UP till last weekend, many could still not fathom the reality that another batch of foreign oil workers have been kidnapped by militant youths, operating under the aegis of the Movement for Emancipation of the Niger -Delta (MEND) in Delta State barely three weeks after the four expatriate oil workers who were taken hostage in Bayelsa state, last month, were released
The latest victims: Makon Howkins, Coyday Oswalt and Rospel Spell (Americans); John Hudspith and Shadety Senary (Britons); Feisal Mohammed and Semsak Mhadmhe (Egyptians), Anthony Santos (Filipino) and Arab Suwama (Thai) were employees of an American oil servicing company, Wilbros, working for the Shell Petroleum Development Company (SPDC). They were reportedly laying flow lines from a sea barge, number 318, above the 200 nautical miles mark when the militants stormed the barge and seized them.
It was not just that the nation has another case of hostage-taking in its hands but that the Forcados Crude Oil Loading Platform, which is the export manifold for crude oil from the SPDC, Western Division, located 20 kilometres offshore was set ablaze and a trunk line in the Chanomi creek blown with dynamites. It is feared that the recent development would affect export of crude oil from the Forcados Terminal. But the fire, according to available reports was put off later, while the damage done to the facility was being assessed as at press time.

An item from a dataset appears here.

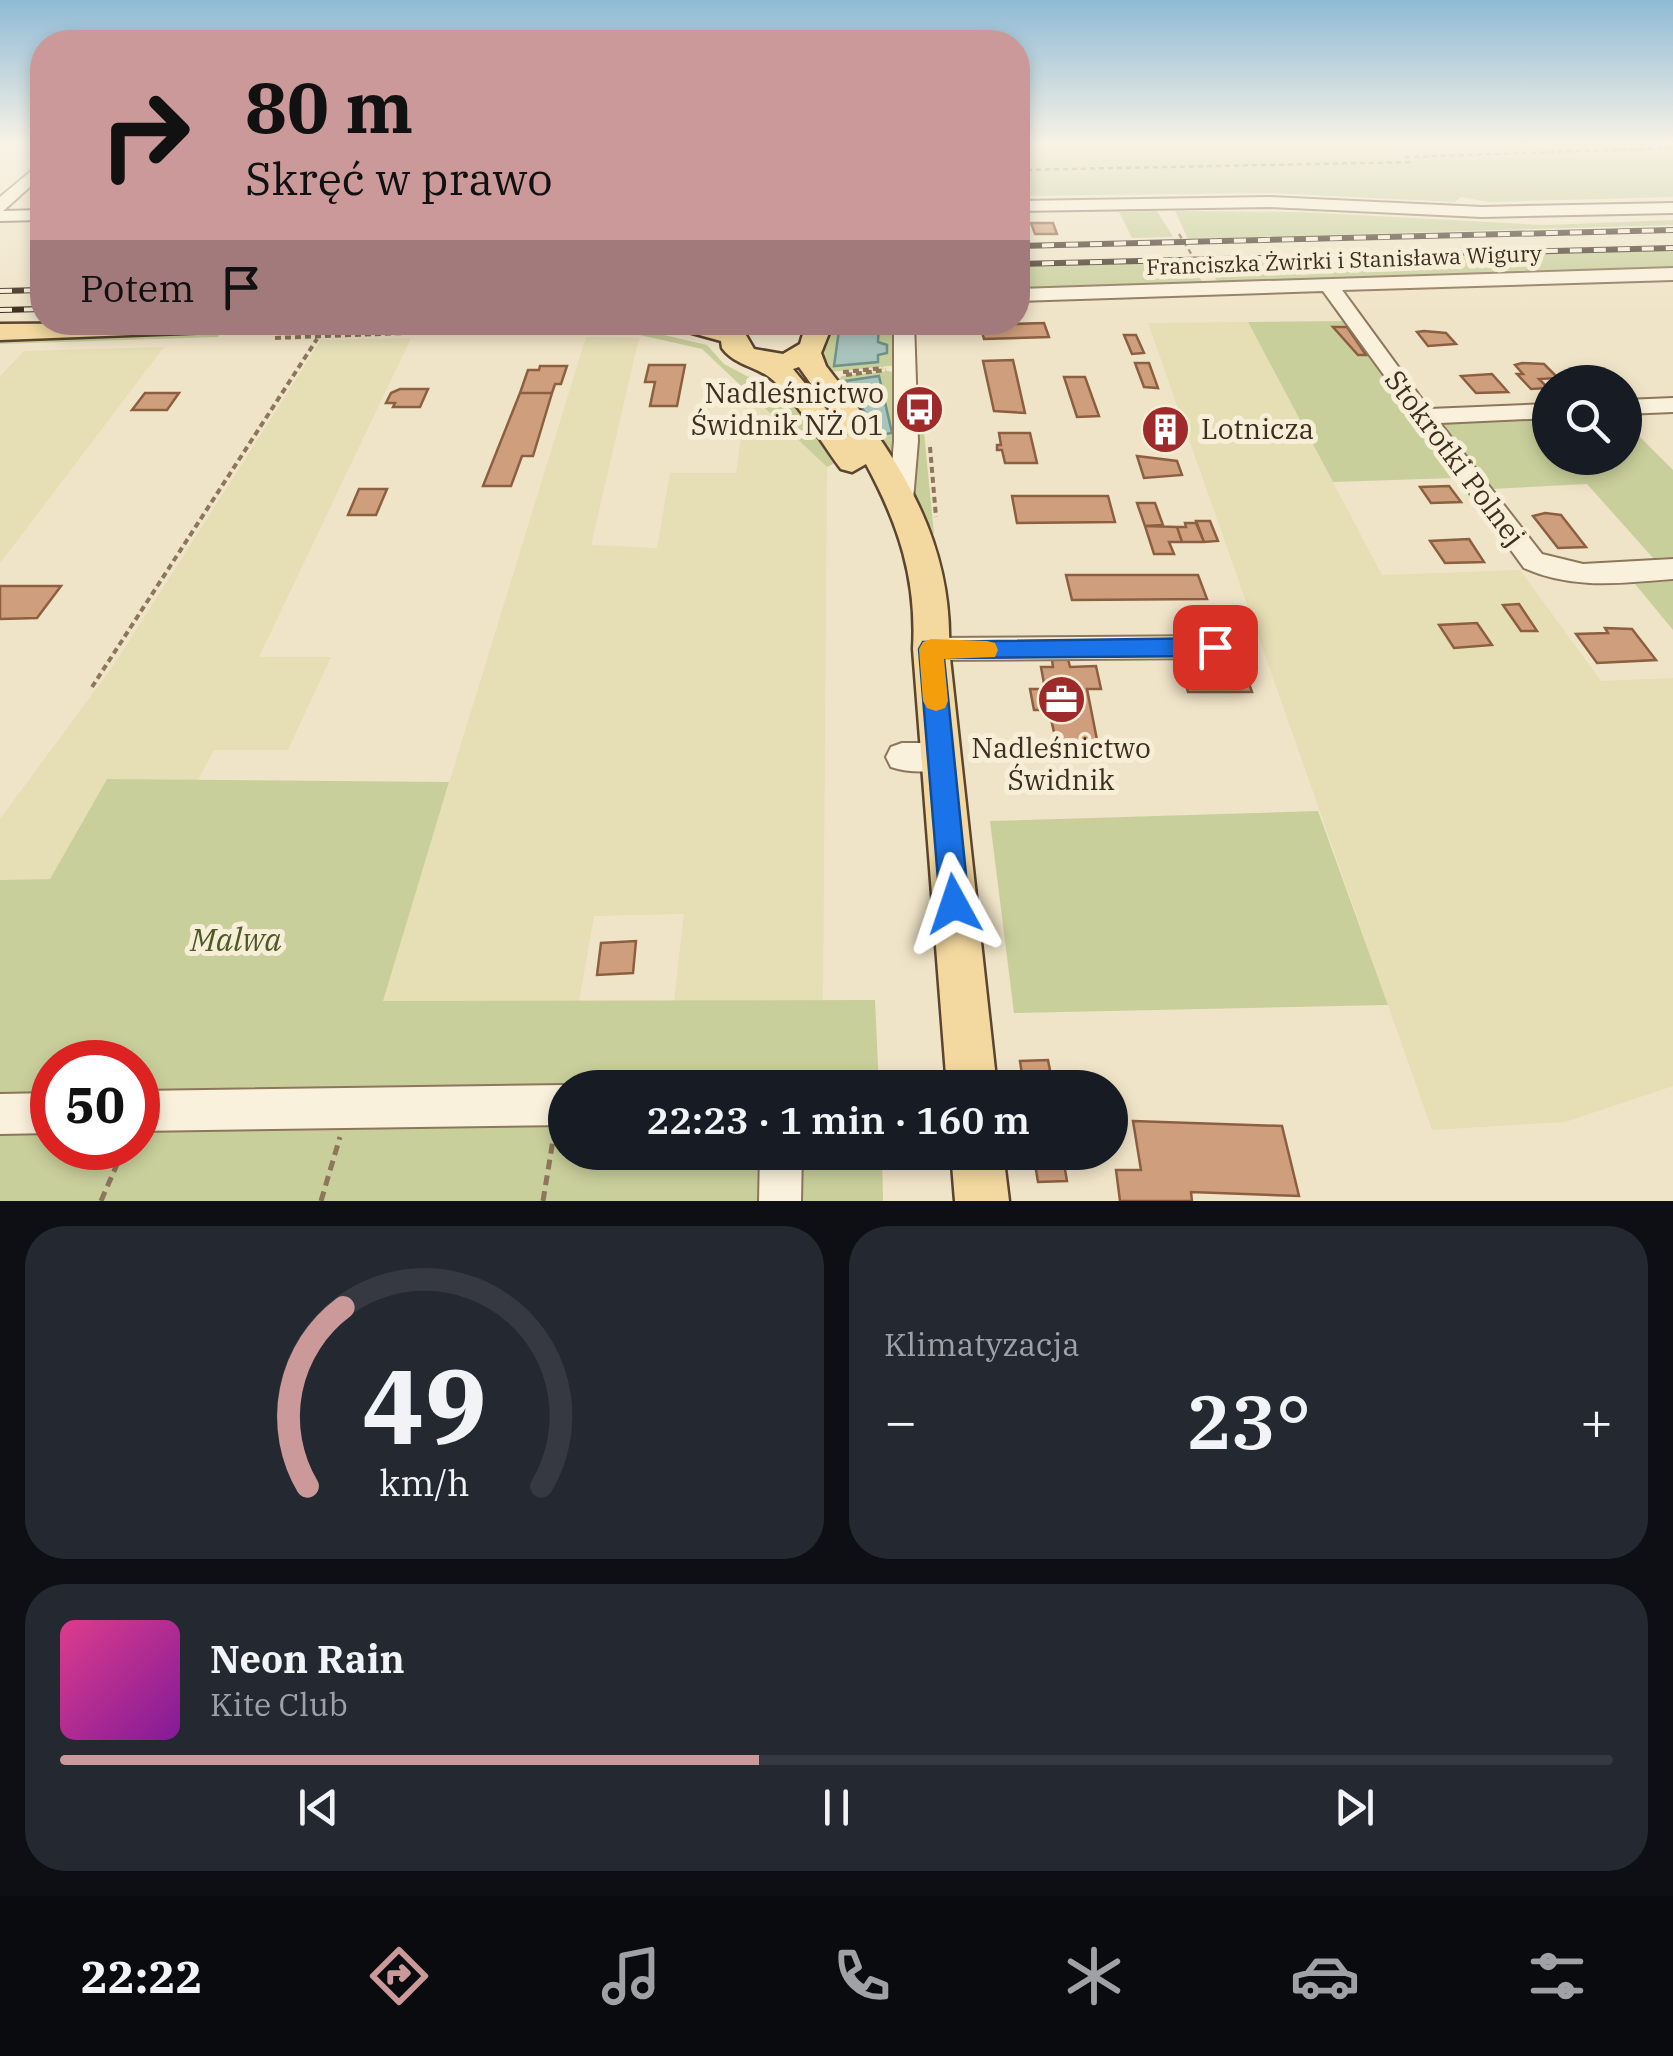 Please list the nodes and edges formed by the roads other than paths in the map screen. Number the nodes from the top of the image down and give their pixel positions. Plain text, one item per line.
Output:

Not a few Nigerians heaved a sigh of relief when the hostage takers released the four "Bayelsa" hostages, last month. The question many are asking is why was a similar incident allowed to occur again? The Joint Task Force (JTF) in the Niger-Delta, headed by Brigadier General Elias Zamani believes that it is the insatiable taste of the Ijaw militants for violence, while the militants lay the blame squarely on the doorstep of the JTF.
Whichever way one looks at it, it is shameful that another hostage taking is occurring so soon in the Niger-Delta when the January incident should have been used to close such inglorious chapter in the country. Undoubtedly, the MEND released the four hostages unconditionally, last month and stated the conditions that could make it launch another operation, tagged "Operation Dark February", yet adequate precautions were not taken.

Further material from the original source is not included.